Cenas de constrangimento e humilhação na falência do PlanSaúde no Tocantins

Com uma conta na casa dos R$ 45 milhões, prestadores de serviço ao PlanSaúde deixam de atender. Usuários são submetidos a cenas de constrangimento, instados a pagar duas vezes pelo mesmo serviço...

Eu estava duas senhas atrás da senhora com um menino entre 3 e quatro anos de idade, magro, com os olhos vermelhos, na noite da Quarta de Cinzas, na recepção do Hospital Oswaldo Cruz. A mãe, magrinha como ele, discutia com a recepcionista.

 

- “Não tem jeito de alguém avaliar ele pra saber se encaixa como urgência ou emergência? Vocês não têm uma triagem?”- perguntava entre aflita e nervosa.

- “Senhora, só quem pode avaliar isso é o médico durante a consulta”-  respondeu a recepcionista.

Atrás dela, um cartaz em folha Chamex informa: “Atendimento ao PlanSaúde suspenso. Só Urgência e Emergência”…

 

O diálogo continuava, interminável...

- “Ele está com febre? Questionou a moça da recepção.

- “Não sei, ele tá quentinho. Não tem como medir?”

- “A senhora quer fazer a ficha? Se for urgência, tudo bem, mas se não for, tem que pagar a consulta”.

Neste momento, vai passando uma enfermeira, que depois me atendeu na triagem. Ela não resiste e entra na conversa.

- “Senhora, a gente que é enfermeira não tem como dizer se é urgência ou emergência. Só o médico pode… A senhora acha que ele tá com febre?”.

A mãe levantou a blusa do menino e mostrou as manchas vermelhas na pele:

- “Olha aqui como que tá. Ele tá descaído. Não sei pra vocês, mas pra mim é urgência”.

A enfermeira, então vaticinou:

- “Ele tá com a garganta fechada? Só se fosse uma coisa assim…”

Dizendo que ia “procurar seus direitos”, a mãe saiu com a criança e outra, esta uma adolescente que lhe acompanhava. Não tinha os R$ 200,00 para arriscar fazer a ficha e depois ser cobrada.

Pano rápido...

No outro caixa, da mesma recepção, uma senhora de idade, pele negra, óculos e cabelos levemente esbranquiçados, era atendida.

O recepcionista, no mesmo tom:

-Senhora, é PlanSaúde? 

- Sim…

- Por que se não for urgência ou emergência o valor da consulta é R$ 200,00.

- Menino, eu quero é ficar boa! Hamm… -  respondeu ela.

- Como?

- Eu tô falando que eu quero é ficar boa…

- O que a senhora está sentindo?

- Dor. Muita dor nas pernas, nos braços…

- Eu só estou avisando senhora, que se não for emergência, o valor da consulta é R$ 200,00 -  voltou a repetir o recepcionista, como num mantra.
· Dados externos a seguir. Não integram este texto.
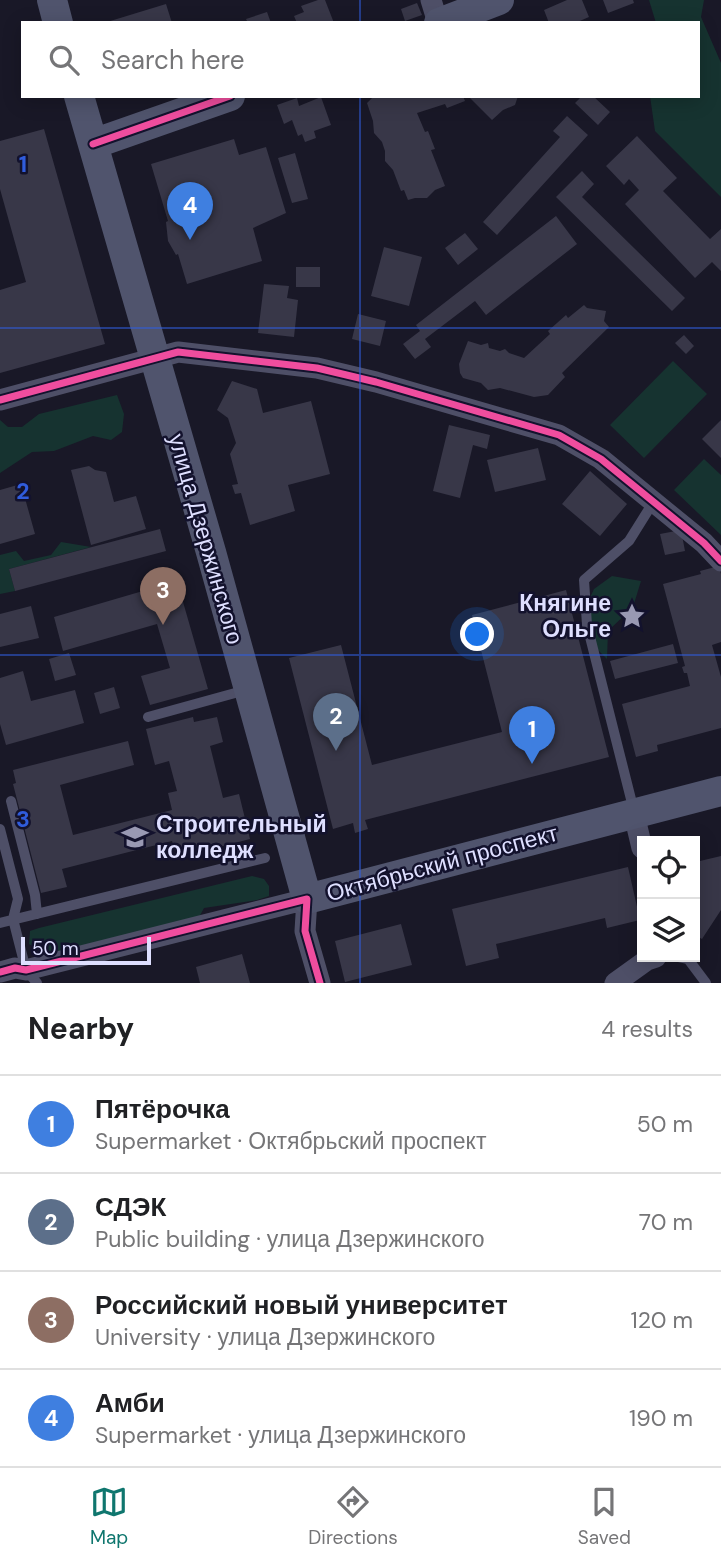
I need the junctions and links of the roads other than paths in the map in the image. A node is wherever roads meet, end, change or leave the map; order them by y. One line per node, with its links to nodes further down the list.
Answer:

Ela acenou com a cabeça e fez a ficha. 

 

Constrangimento, humilhação. Foi o que senti por eles, ali naquela hora. E pensar que um dia, eu também paguei PlanSaúde, para ter um atendimento fora da fila do SUS.

O que já foi um diferencial para o servidor público, considerado até um privilégio por governantes que passaram pelo Araguaia, agora é fonte de mais aborrecimentos do que propriamente de benefícios.

De um lado, médico e hospitais que afirmam não poder atender, por que não receberam R$ 45 milhões relativos a 2015. De outro, usuários que recebem seus salários líquidos com o desconto consignado do que é a sua parte no custeio deste plano de saúde. Gente que volta da porta, por não ter R$ 200,00.

Hoje fomos pedir explicações completas sobre o problema para os dois lados. Escrevo após ouvirmos a presidente do Sindicato dos Hospitais e Prestadores de Serviços de um lado, e após ler a nota (incompleta) da Secad sobre o assunto.

De que forma este buraco ficou tão grande? 

A corda, agora e sempre, arrebenta do lado mais fraco.

A quem o usuário que paga -  por que é descontado -  vai recorrer?

Tristes cenas de um fevereiro pós-carnaval, no Tocantins.